It’s said that Microsoft made this purchase to boost their mobile presence, such as Windows Phone, where their app store is tiny compare to Apple and Google as developers are reluctant to put their apps on the platform. Having Minecraft show up on the Windows store for their phones is a pretty big deal, the game has consistently been a top-grosser on iOS with countless clones.

Mojang explained why they sold to Microsoft:

As you might already know, Notch is the creator of Minecraft and the majority shareholder at Mojang. He’s decided that he doesn’t want the responsibility of owning a company of such global significance. Over the past few years he’s made attempts to work on smaller projects, but the pressure of owning Minecraft became too much for him to handle. The only option was to sell Mojang. He’ll continue to do cool stuff though. Don’t worry about that.

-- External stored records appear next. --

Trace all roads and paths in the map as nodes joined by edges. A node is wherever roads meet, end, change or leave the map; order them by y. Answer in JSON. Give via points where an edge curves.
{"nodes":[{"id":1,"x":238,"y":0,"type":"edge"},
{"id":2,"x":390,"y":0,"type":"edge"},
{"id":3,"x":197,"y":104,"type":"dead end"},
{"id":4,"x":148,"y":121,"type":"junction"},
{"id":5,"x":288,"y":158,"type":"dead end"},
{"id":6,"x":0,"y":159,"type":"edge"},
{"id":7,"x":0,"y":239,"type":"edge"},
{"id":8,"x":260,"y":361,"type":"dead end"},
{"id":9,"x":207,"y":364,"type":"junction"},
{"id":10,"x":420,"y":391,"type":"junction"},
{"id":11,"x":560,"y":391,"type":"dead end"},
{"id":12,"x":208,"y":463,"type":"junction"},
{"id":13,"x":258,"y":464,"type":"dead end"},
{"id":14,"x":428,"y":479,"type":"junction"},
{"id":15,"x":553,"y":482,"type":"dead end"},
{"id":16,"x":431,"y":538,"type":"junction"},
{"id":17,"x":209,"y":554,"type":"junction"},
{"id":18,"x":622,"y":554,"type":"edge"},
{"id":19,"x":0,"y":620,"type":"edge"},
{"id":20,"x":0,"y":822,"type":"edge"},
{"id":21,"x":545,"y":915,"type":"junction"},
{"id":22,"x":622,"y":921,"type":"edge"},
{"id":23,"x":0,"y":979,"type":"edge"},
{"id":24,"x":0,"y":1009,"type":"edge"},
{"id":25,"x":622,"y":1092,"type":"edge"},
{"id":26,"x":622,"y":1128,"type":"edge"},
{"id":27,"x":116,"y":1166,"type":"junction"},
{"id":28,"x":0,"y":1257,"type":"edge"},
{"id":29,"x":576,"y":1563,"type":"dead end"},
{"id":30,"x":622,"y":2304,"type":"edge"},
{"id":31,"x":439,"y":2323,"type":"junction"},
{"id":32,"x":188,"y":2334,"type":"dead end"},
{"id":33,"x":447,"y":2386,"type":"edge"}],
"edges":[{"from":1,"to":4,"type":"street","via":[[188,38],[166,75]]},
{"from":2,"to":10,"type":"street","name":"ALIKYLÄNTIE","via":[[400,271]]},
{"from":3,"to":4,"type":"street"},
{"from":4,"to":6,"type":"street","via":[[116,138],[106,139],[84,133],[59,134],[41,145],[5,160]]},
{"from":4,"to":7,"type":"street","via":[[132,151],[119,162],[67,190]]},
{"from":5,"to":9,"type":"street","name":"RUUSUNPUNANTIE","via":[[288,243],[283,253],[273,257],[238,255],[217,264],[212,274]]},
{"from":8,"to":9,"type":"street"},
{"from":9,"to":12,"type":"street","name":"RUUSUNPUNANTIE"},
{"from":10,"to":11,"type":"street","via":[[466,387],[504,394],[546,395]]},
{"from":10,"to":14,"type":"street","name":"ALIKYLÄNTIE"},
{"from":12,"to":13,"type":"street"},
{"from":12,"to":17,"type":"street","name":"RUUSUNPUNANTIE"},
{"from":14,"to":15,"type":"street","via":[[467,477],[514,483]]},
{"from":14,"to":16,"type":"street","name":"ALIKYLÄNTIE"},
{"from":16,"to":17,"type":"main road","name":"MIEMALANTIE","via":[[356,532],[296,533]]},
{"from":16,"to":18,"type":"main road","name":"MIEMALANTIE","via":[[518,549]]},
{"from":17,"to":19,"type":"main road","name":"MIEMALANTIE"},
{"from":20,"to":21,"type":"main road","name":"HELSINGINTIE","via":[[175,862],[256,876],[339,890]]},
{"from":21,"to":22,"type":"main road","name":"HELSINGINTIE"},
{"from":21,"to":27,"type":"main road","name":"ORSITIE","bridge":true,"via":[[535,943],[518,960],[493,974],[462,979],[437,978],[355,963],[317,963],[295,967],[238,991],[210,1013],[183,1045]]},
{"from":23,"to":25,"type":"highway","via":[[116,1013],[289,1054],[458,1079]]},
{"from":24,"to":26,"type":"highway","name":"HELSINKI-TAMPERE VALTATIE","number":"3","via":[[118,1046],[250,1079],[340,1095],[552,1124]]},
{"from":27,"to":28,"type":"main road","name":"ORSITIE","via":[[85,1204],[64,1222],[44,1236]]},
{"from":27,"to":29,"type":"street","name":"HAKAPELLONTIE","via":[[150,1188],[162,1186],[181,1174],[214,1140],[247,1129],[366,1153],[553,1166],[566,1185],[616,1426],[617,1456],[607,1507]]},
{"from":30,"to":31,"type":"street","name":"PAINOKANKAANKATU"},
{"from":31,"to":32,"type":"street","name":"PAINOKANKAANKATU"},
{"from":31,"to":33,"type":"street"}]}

Mojang founders Notch, Carl, and Jakob are leaving the company.

Both Mojang and Microsoft confirmed that Minecraft will continue to be available on the platforms it currently is, although what the future will hold for the PlayStation family of platforms, as well as iOS and Android versions, isn’t yet known. Microsoft does publish apps on iOS and Android, although a future version of Minecraft may be an exception if they want to drive people to their mobile platform.

So here’s your gaming megaton for the year, and this is one that will be interesting to see how it plays out both in how Microsoft handles Minecraft going forward and how people react to the franchise being own by MS.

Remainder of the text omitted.